Desde el área de mejoramiento, Fernando Giménez explicó que “esta novedosa variedad de avena posee un alto potencial de producción de forraje, producto de una alta tasa de crecimiento y de producción muy larga”.
Los resultados la respaldan: en numerosos ensayos comparativos superó a los mejores cultivares del mercado, en muchos casos por arriba del 10%. Para planteos de pastoreo intensivo, esa diferencia puede significar mayor estabilidad y más volumen en momentos críticos.
Sanidad que sostiene la productividad
El avance no se limita al crecimiento. Camila INTA responde a un problema histórico del cultivo: la roya de la hoja, causada por Puccinia coronata. La enfermedad suele quebrar la resistencia de los materiales comerciales y obliga a renovar variedades con frecuencia. En este caso, el trabajo de mejoramiento permitió incorporar tolerancia frente a la mayoría de las razas del patógeno, aportando un resguardo clave para sostener la producción a lo largo del ciclo.
El obtentor Germán González destacó que la variedad “posee una alta tasa de crecimiento en invierno y excelente respuesta a condiciones ambientales favorables y a la fertilización. Está adaptada al pastoreo intensivo y posee un excelente rebrote”. La hoja ancha y vigorosa también suma al perfil forrajero del material y refuerza su capacidad para acumular biomasa.
Siembras tempranas y fuerte adaptabilidad
Camila INTA es, además, uno de los cultivares más largos del mercado, un atributo que abre la puerta a siembras más tempranas en función de la región y del sistema productivo. Su porte elevado y su caña firme facilitan el manejo, mientras que su comportamiento al frío brinda un margen adicional de seguridad.

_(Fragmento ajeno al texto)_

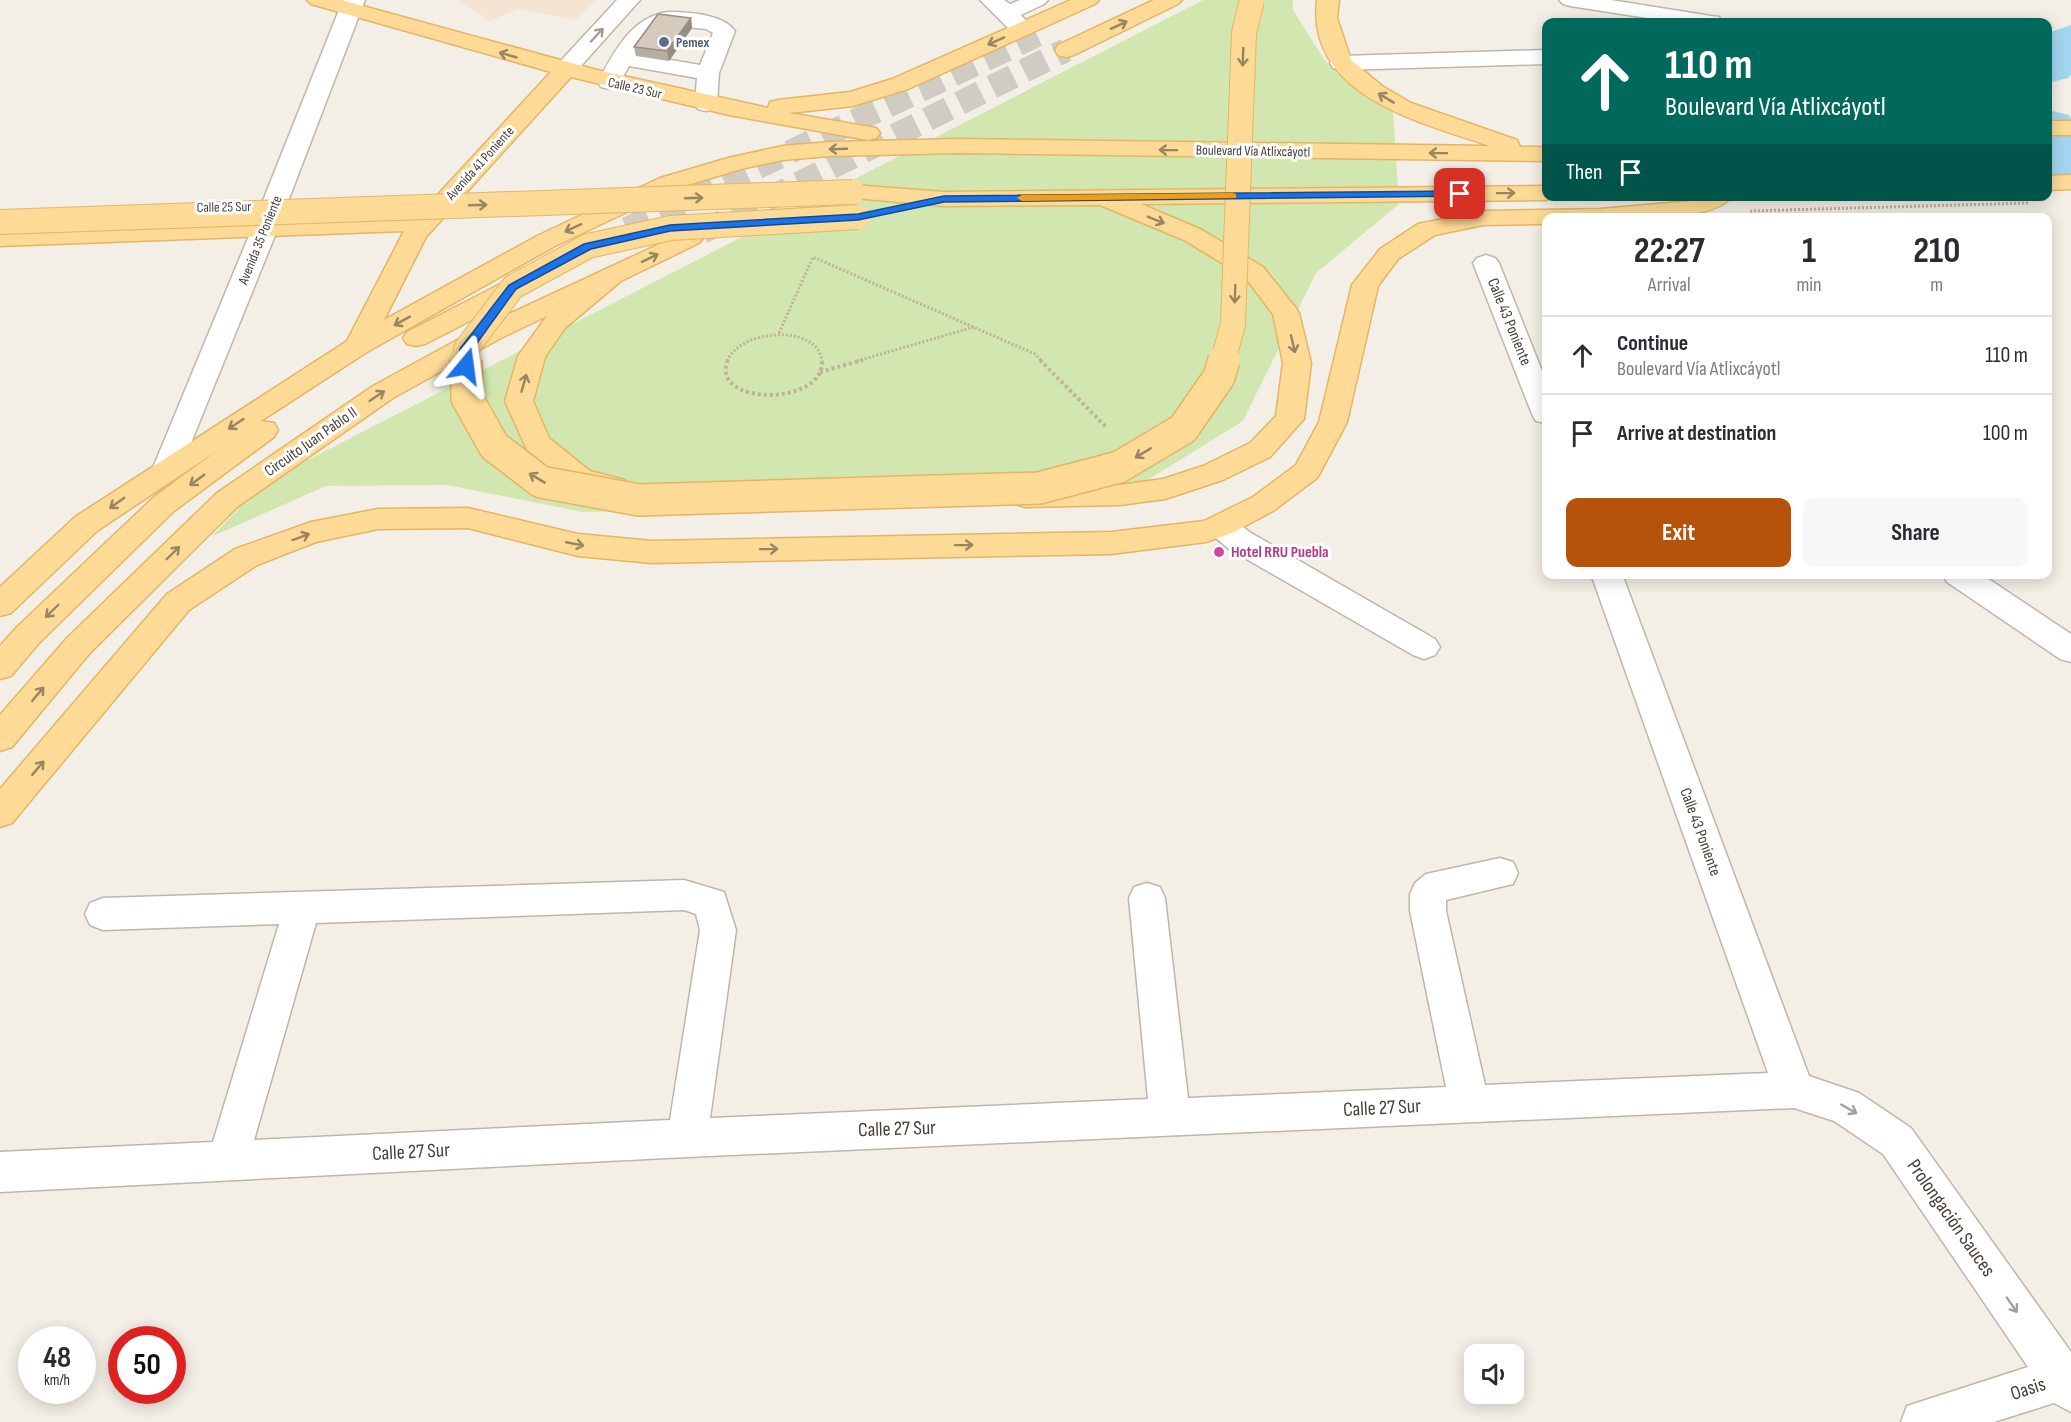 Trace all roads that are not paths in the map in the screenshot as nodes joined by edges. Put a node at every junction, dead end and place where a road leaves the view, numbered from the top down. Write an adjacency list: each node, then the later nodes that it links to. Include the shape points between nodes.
1 (318, 0): 11 (main road, Calle 23 Sur)
2 (629, 0): 18 (street, Avenida 41 Poniente, one-way to 2)
3 (991, 0): 13 (street)
4 (1037, 0): 13 (street)
5 (1088, 0): 13 (main road)
6 (1111, 0): 13 (main road)
7 (1171, 0): 14 (main road, one-way to 7)
8 (1252, 0): 34 (main road, one-way to 34, bridge, via 1244,33 1233,324 1219,377 1183,429 1119,467 1039,488 639,500 542,482 494,446 467,398 466,349 513,287 588,246 670,228)
9 (1328, 0): 17 (main road, via 1326,18)
10 (1570, 0): 12 (street)
11 (351, 4): 18 (main road, Calle 23 Sur, one-way to 11); 37 (street, Avenida 35 Poniente)
12 (1685, 18)
13 (1023, 26): 22 (main road, one-way to 22, via 900,84 853,99)
14 (1066, 50)
15 (1542, 57): 17 (street)
16 (622, 58): 19 (street); 19 (street, via 654,22 677,19 711,24 720,26 724,36); 20 (street)
17 (1341, 63): 26 (main road, one-way to 17, via 1402,108)
18 (564, 71): 20 (main road, Calle 23 Sur); 32 (main road, Avenida 41 Poniente)
19 (708, 74): 21 (street)
20 (609, 82): 21 (main road, Calle 23 Sur)
21 (706, 104): 22 (main road, Calle 23 Sur)
22 (744, 111): 25 (main road, Calle 23 Sur)
23 (2052, 128): 24 (main road)
24 (2071, 128)
25 (959, 146): 27 (main road, Boulevard Vía Atlixcáyotl, one-way to 25); 46 (main road, one-way to 46, via 783,153 669,183 546,241)
26 (1542, 154)
27 (1542, 154)
28 (2071, 182): 29 (main road)
29 (2052, 189)
30 (1542, 193): 31 (main road, one-way to 30)
31 (1102, 197): 34 (main road, via 944,199); 45 (main road, one-way to 45, via 1193,235 1254,272 1286,313 1297,363 1290,419 1260,450 1213,473 1165,489 1120,495 682,503 580,478 537,443 519,401 532,356 556,322)
32 (447, 199): 37 (main road, Calle 25 Sur); 40 (main road, Avenida 41 Poniente)
33 (1714, 201): 36 (main road, via 1695,208)
34 (855, 205): 39 (main road, one-way to 34, bridge)
35 (0, 212): 37 (main road, Calle 25 Sur)
36 (1636, 213)
37 (270, 217): 40 (main road, Calle 25 Sur); 42 (main road, Calle 25 Sur); 48 (street, Avenida 35 Poniente)
38 (1542, 217): 49 (main road, via 1483,218 1427,229 1389,254 1365,285 1334,422 1307,471 1263,504)
39 (0, 222)
40 (425, 223): 46 (main road, Avenida 41 Poniente, via 415,234)
41 (627, 229): 55 (main road, Circuito Juan Pablo II, one-way to 55, via 384,354 302,403 164,504)
42 (0, 238)
43 (690, 238): 45 (main road, Circuito Juan Pablo II, one-way to 43)
44 (1486, 263): 47 (street, Calle 43 Poniente)
45 (610, 278): 56 (main road, Circuito Juan Pablo II, one-way to 45, via 78,646 227,500 383,392 492,332)
46 (358, 346): 48 (main road, one-way to 48)
47 (1542, 404)
48 (166, 470): 52 (main road, one-way to 52, via 86,524)
49 (1221, 526): 53 (street, via 1240,541); 57 (main road, one-way to 49, via 178,602 246,557 311,533 378,519 468,518 578,545 652,552 1111,543)
50 (1608, 579): 62 (street, Calle 43 Poniente)
51 (1965, 579): 54 (street)
52 (0, 605)
53 (1424, 647)
54 (2071, 650)
55 (0, 667)
56 (0, 738)
57 (0, 813)
58 (1500, 873): 63 (street, via 1439,885 1428,894 1428,911)
59 (1147, 898): 64 (street)
60 (302, 908): 61 (street); 65 (street, via 684,895 711,903 718,930); 66 (street)
61 (103, 914)
62 (1794, 1090): 63 (street, Calle 27 Sur); 68 (street, Prolongación Sauces, one-way to 68, via 1845,1106 1897,1141)
63 (1469, 1104): 64 (street, Calle 27 Sur)
64 (1170, 1118): 65 (street, Calle 27 Sur)
65 (687, 1138): 66 (street, Calle 27 Sur)
66 (228, 1161): 67 (street, Calle 27 Sur)
67 (0, 1173)
68 (2068, 1382): 69 (street, Oasis)
69 (1923, 1422)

Aunque su destino principal es generar forraje —el 90% de la superficie de avena del país se orienta a ese uso—, ofrece una producción de grano aceptable y comparable a la de otros materiales forrajeros.

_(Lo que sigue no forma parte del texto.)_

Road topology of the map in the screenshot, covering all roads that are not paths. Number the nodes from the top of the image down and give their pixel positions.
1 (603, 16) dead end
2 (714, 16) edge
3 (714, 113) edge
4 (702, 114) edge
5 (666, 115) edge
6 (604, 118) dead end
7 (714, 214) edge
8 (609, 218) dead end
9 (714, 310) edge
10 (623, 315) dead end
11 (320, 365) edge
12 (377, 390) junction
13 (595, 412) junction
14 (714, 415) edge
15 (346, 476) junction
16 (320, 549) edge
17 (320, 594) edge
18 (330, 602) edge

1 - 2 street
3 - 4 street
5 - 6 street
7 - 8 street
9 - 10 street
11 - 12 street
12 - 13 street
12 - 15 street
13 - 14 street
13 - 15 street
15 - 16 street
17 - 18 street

El investigador Agustín González remarcó que la variedad presenta “un excelente comportamiento sanitario frente a la roya de la hoja, principal enfermedad del cultivo, siendo tolerante a la mayoría de las razas del patógeno”. Su adaptabilidad la convierte en una opción interesante para planteos que buscan altos rendimientos y estabilidad en pleno invierno.